博麗製鋼が作り上げた最高の藝術との闘いです。


BGMはやっぱりFFⅥのBGM「死闘」が似合いますよ



2人はパンクしていたが、どうやら直ったらしく、そのまま車で走りだした。

そんな2人をセダンに乗り込んですぐさま追いかける4人。

一度囓噬した獲物・・・というより敵は逃したくないのが彼女たちであった。


「奴らの真相が見えてきたような気がします・・・」


ぬえはそう呟いた。

実際に博麗製鋼と月麗カンパニーの黯澹が明らかになってきている。

もう彼女たちも時間の問題だろう。


「横領なんて、最後の最後まで足掻くとはね・・・」

「でも可愛いように思えてきましたよ。パンクを必死に直していた所が」


曩時に起きたパンクの出来事が彼女にとっては印象的に残っているようであった。

既に脳裏に焼き付いているのかもしれない。


「可愛い、って一応私たちを陥れようとしてるのよ」


サリエルはハンドルを構えながらそう言った。

巒巘のように聳え立つビル群の中をセダンは潜り抜け、遠くに大きなビルを見据えた。

それこそが、彼女たちの目指す大企業「月麗カンパニー」の本社であった。


「見えてきましたね・・・」

「これが最後の闘いになると予想しますね・・・」

「2人は月麗カンパニーへ向かって何をする気なのかな?」

「それはついていってからのお楽しみ、って所だな」


前方の衣玖たちが乗る車はサリエルたちに追われない為に幾つかの道をくねくねしながら進んでいたが、何の意味も為さなかった。

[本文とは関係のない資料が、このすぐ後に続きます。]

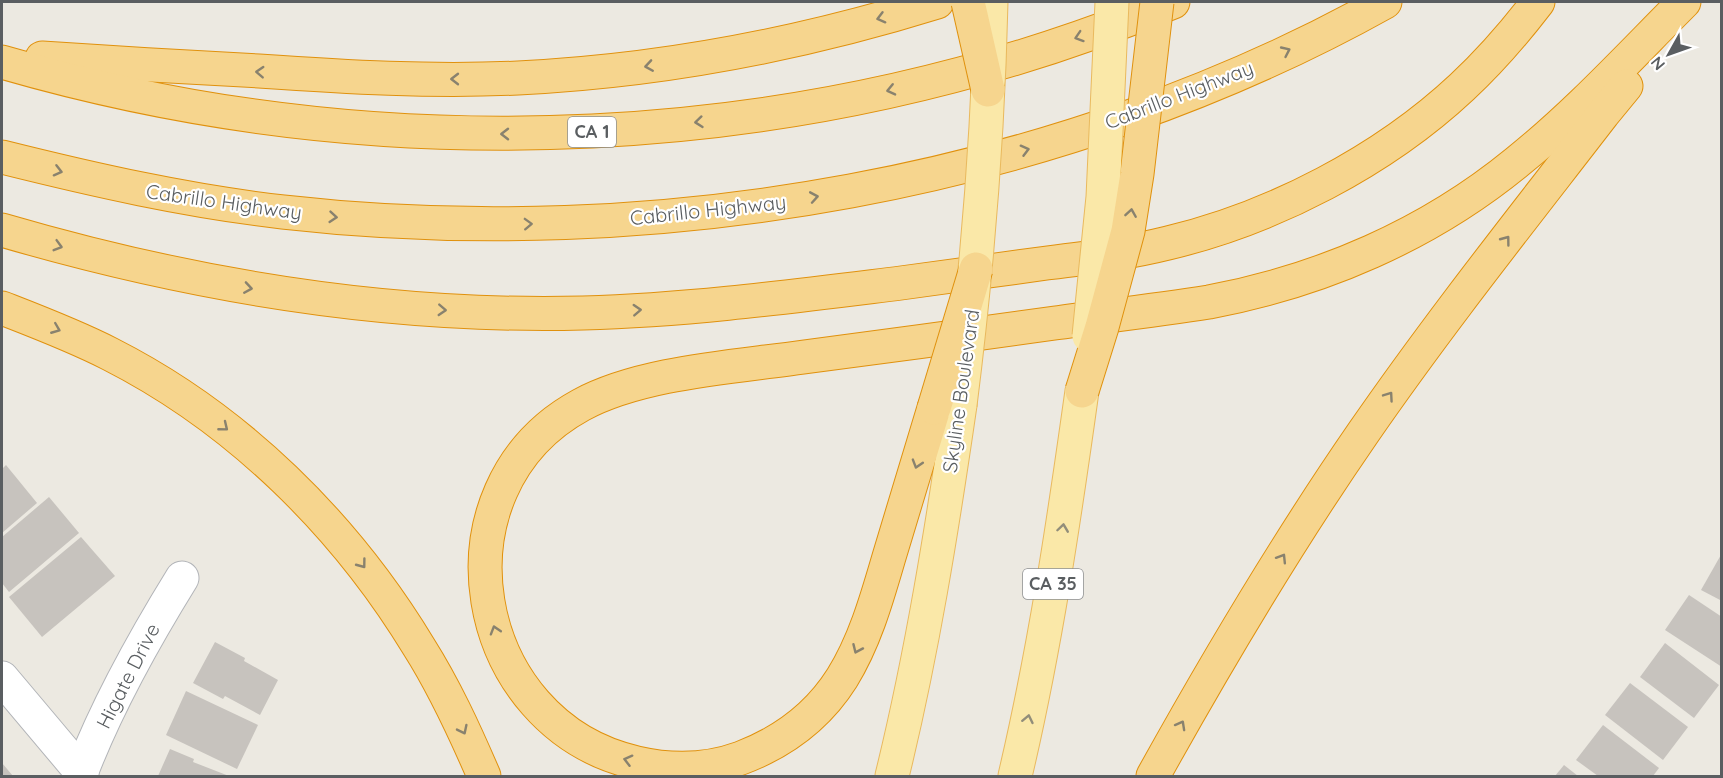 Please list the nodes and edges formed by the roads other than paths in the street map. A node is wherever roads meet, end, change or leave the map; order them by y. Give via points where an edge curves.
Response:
1 (937, 2) edge
2 (968, 2) edge
3 (991, 2) edge
4 (1112, 2) edge
5 (1157, 2) edge
6 (1173, 2) edge
7 (1386, 2) edge
8 (1538, 2) edge
9 (1684, 2) edge
10 (1698, 2) edge
11 (2, 56) edge
12 (2, 62) edge
13 (988, 90) junction
14 (2, 157) edge
15 (2, 230) edge
16 (976, 269) joint
17 (2, 308) edge
18 (1082, 391) junction
19 (947, 406) junction
20 (182, 578) dead end
21 (2, 678) edge
22 (81, 775) edge
23 (484, 777) edge
24 (892, 777) edge
25 (1015, 777) edge
26 (1153, 777) edge

1 -> 11 highway via 738,52 638,68 529,77 352,77
2 - 13 highway, bridge
3 - 13 main road, bridge
4 - 18 main road, CA 35, bridge via 1103,197
18 -> 5 highway, bridge via 1128,231
6 -> 12 highway, CA 1 via 1007,60 875,94 716,120 566,134 417,132 269,119 121,93
14 -> 7 highway, Cabrillo Highway via 137,189 212,202 361,219 511,225 725,210 886,184 1032,148 1166,103 1244,71
15 -> 8 highway via 74,251 219,283 357,303 503,313 582,313 730,304 1110,254 1172,242 1242,220 1310,190 1375,153 1463,87
19 -> 9 highway via 853,659 815,713 777,742 733,761 707,767 670,768 623,760 573,736 531,699 514,676 501,651 487,598 490,526 505,481 517,461 547,428 575,408 624,387 708,370 1190,305 1263,290 1357,259 1432,220 1498,177 1574,112
26 -> 10 highway via 1234,635 1368,426 1603,114
13 - 16 main road, bridge
16 - 19 highway, bridge
17 -> 23 highway via 111,354 179,394 243,442 299,493 328,522 401,618 439,681
25 -> 18 main road, CA 35 via 1059,550
19 - 24 main road, Skyline Boulevard via 933,576
20 - 22 street, Higate Drive via 135,658
21 - 22 street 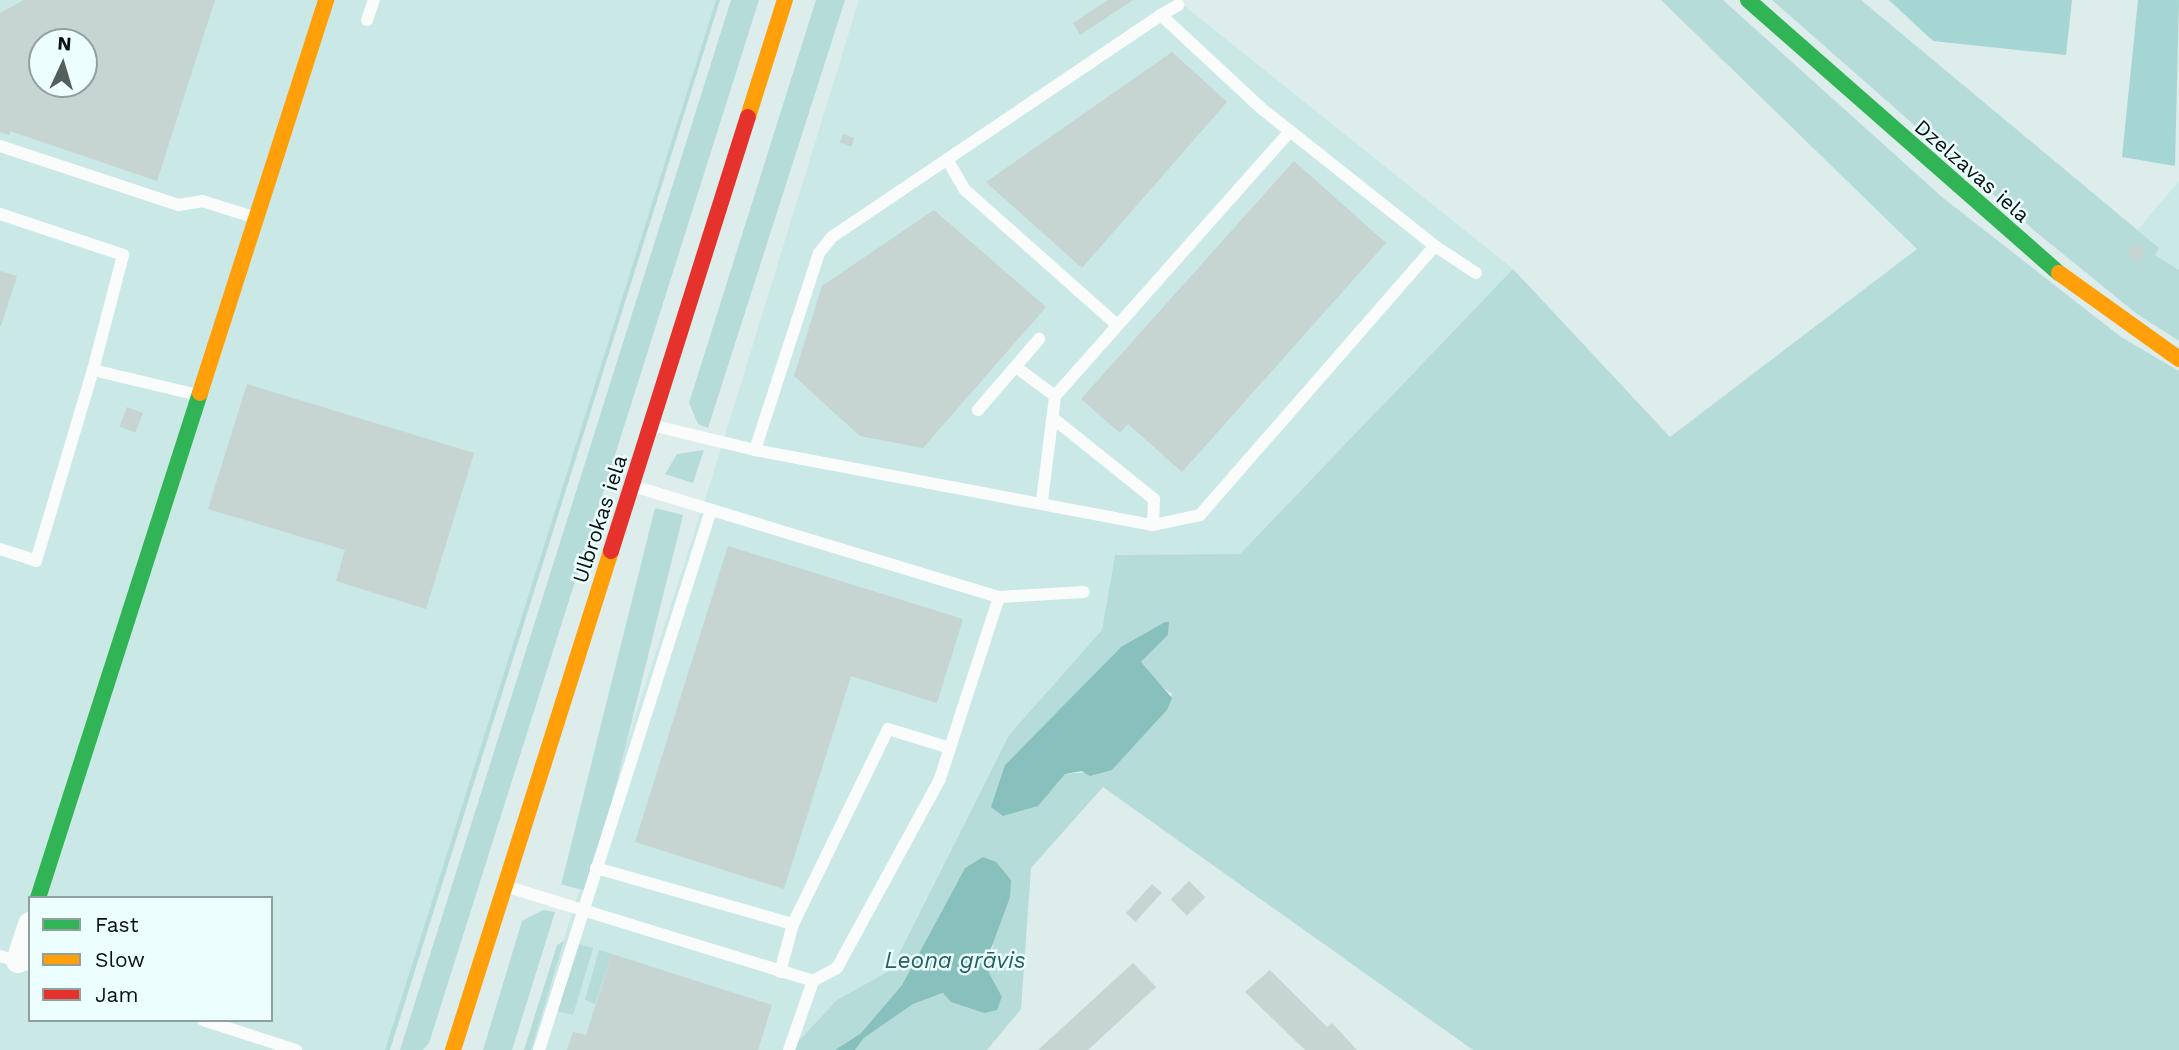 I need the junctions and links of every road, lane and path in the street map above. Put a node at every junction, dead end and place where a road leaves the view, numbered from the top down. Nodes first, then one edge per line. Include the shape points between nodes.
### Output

信号で所々止まるセダンだが、最終的な行き先は把握していた。


「何を仕出かすかは分からないが・・・早く月麗カンパニーへ乗り込もう」


すると衣玖たちの車は月麗カンパニーの駐車場に停車され、2人が中へ入っていくのを目撃した。

まだ博麗製鋼の服を着ていた4人はすぐに脱ぎ、普通のスーツ姿に戻る。

これで周りに溶け込んで中へ入れるだろう。


サリエルは近くの道端に停車し、4人はすぐに降り立った。

目の前に建つ迫力に押されながらも、彼女たちは衣玖たちを追いかけた。


「奴らは何処だ・・・?」

「あっちです!」


しっかり見ていたカナはその方向を示し、4人は向かっていった。

周りが綺麗な公園から人通りが少ない裏路地へと光景が変遷していき、2人はやがて小さな入り口から中へ入っていった。


「私たちも行こう!」


5分ほど時間を置いて発言したサリエルの後ろをついていく3人。

博麗製鋼に忍び込んだ時と同じく、煤だらけで利用者の少なさを語る通路が露見される。


「・・・さて、この中に奴らが・・・」

「何をするんでしょうかね?」

「行ってみないと分からないから行くんですよ」


薄暗い通路を足音を立てて進む4人。

すると急に大きな広間へ出て、4人の存在を検知したセンサーが反応して明かりが灯る。

そこにいたのは―――「博麗製鋼」と文字が刻まれたサミニウム源の警備用ロボット。

ティラノザウルスのような形容の警備用ロボットは4人を検知して、冷酷な眼差しを目覚めさせる。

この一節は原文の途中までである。